What the task asks: Find the line containing "middle tip: (812, 779)" in the entries below. Reproduce that line and each one after it to the end, exactly, with no other lines.
Entries shown Block Start
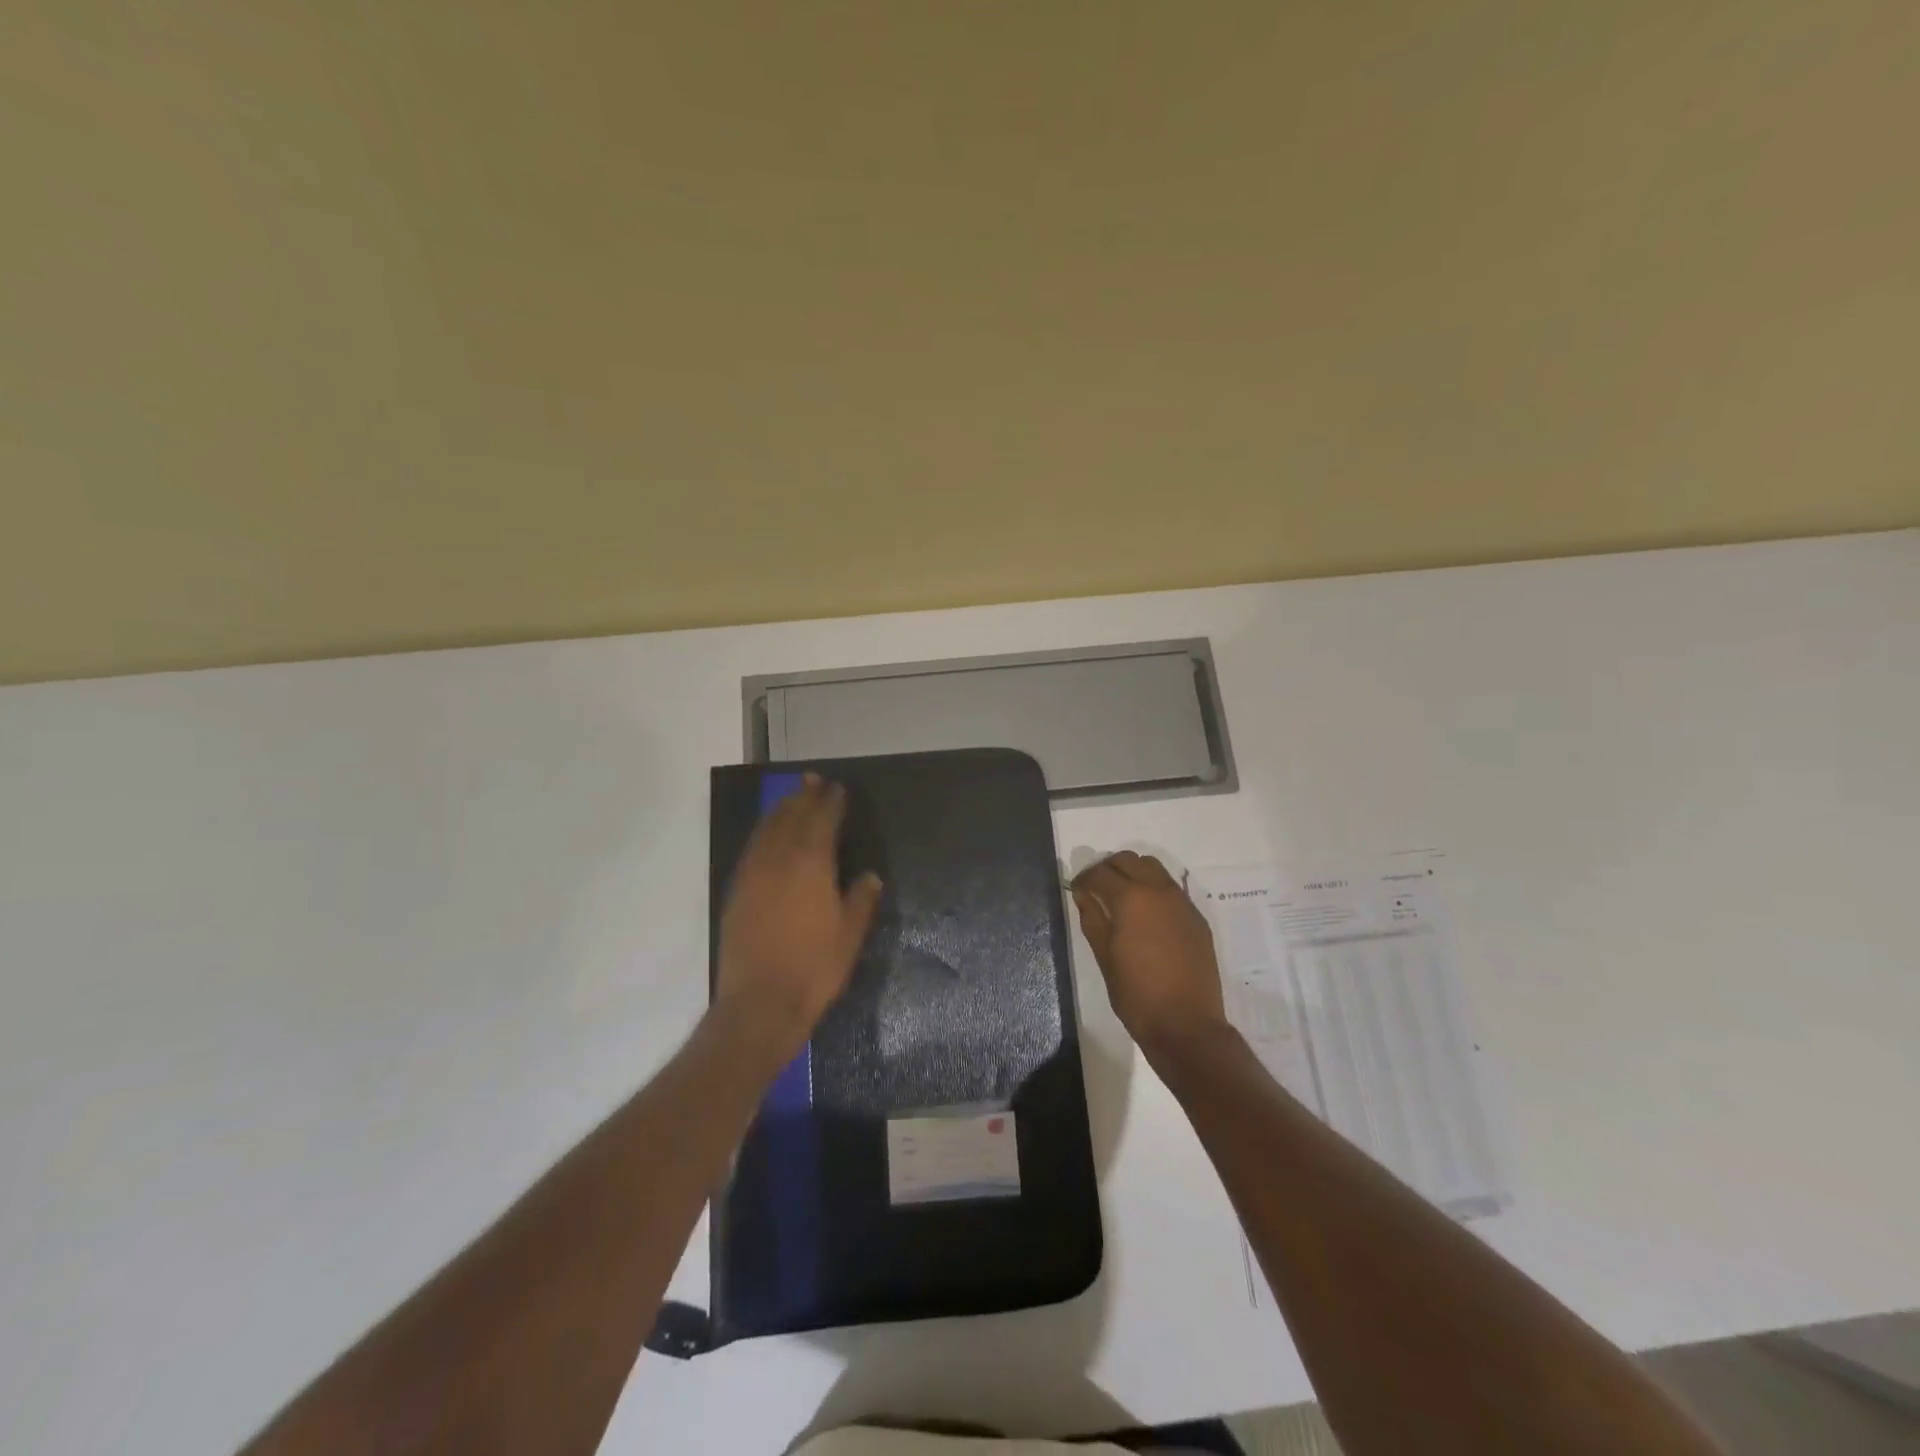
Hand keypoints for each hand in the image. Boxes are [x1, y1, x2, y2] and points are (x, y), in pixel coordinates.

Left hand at [715, 774, 882, 1061]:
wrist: (759, 1003)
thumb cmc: (813, 968)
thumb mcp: (849, 936)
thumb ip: (860, 900)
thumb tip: (869, 877)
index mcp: (811, 865)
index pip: (821, 821)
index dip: (830, 802)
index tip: (838, 788)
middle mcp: (779, 860)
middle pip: (791, 818)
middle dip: (803, 796)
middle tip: (812, 779)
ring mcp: (754, 875)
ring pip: (767, 830)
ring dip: (781, 810)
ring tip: (791, 797)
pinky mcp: (737, 892)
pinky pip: (752, 849)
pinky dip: (763, 833)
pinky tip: (767, 834)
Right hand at [1071, 852, 1228, 1058]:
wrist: (1187, 1025)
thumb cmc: (1136, 995)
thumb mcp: (1104, 957)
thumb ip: (1092, 919)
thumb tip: (1084, 894)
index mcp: (1131, 899)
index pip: (1101, 873)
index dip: (1084, 878)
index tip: (1077, 889)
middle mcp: (1158, 891)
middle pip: (1128, 860)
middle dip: (1108, 868)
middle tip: (1096, 888)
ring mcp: (1182, 902)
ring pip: (1153, 868)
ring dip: (1133, 873)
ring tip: (1121, 896)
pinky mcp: (1196, 917)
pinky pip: (1171, 888)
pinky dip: (1153, 888)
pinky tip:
Entries shown Block End
Task response:
middle tip: (812, 779)
ring mcp: (754, 875)
ring pip: (767, 830)
ring dip: (781, 810)
ring tip: (791, 797)
pinky mcp: (737, 892)
pinky pip: (752, 849)
pinky dip: (763, 833)
pinky tip: (767, 834)
Right hand at [1071, 852, 1228, 1058]:
wrist: (1187, 1025)
thumb cmc: (1136, 995)
thumb mcp: (1104, 957)
thumb ip: (1092, 919)
thumb tip: (1084, 894)
index mcp: (1131, 899)
index pip: (1101, 873)
index dip: (1084, 878)
index tip: (1077, 889)
middle mcp: (1158, 891)
middle pip: (1128, 860)
middle dip: (1108, 868)
middle tip: (1096, 888)
ring mcp: (1182, 902)
ring pip: (1153, 868)
ring dip: (1133, 873)
ring tip: (1121, 896)
pinky mcp: (1196, 917)
pinky pip: (1171, 888)
pinky dip: (1153, 888)
pinky tip:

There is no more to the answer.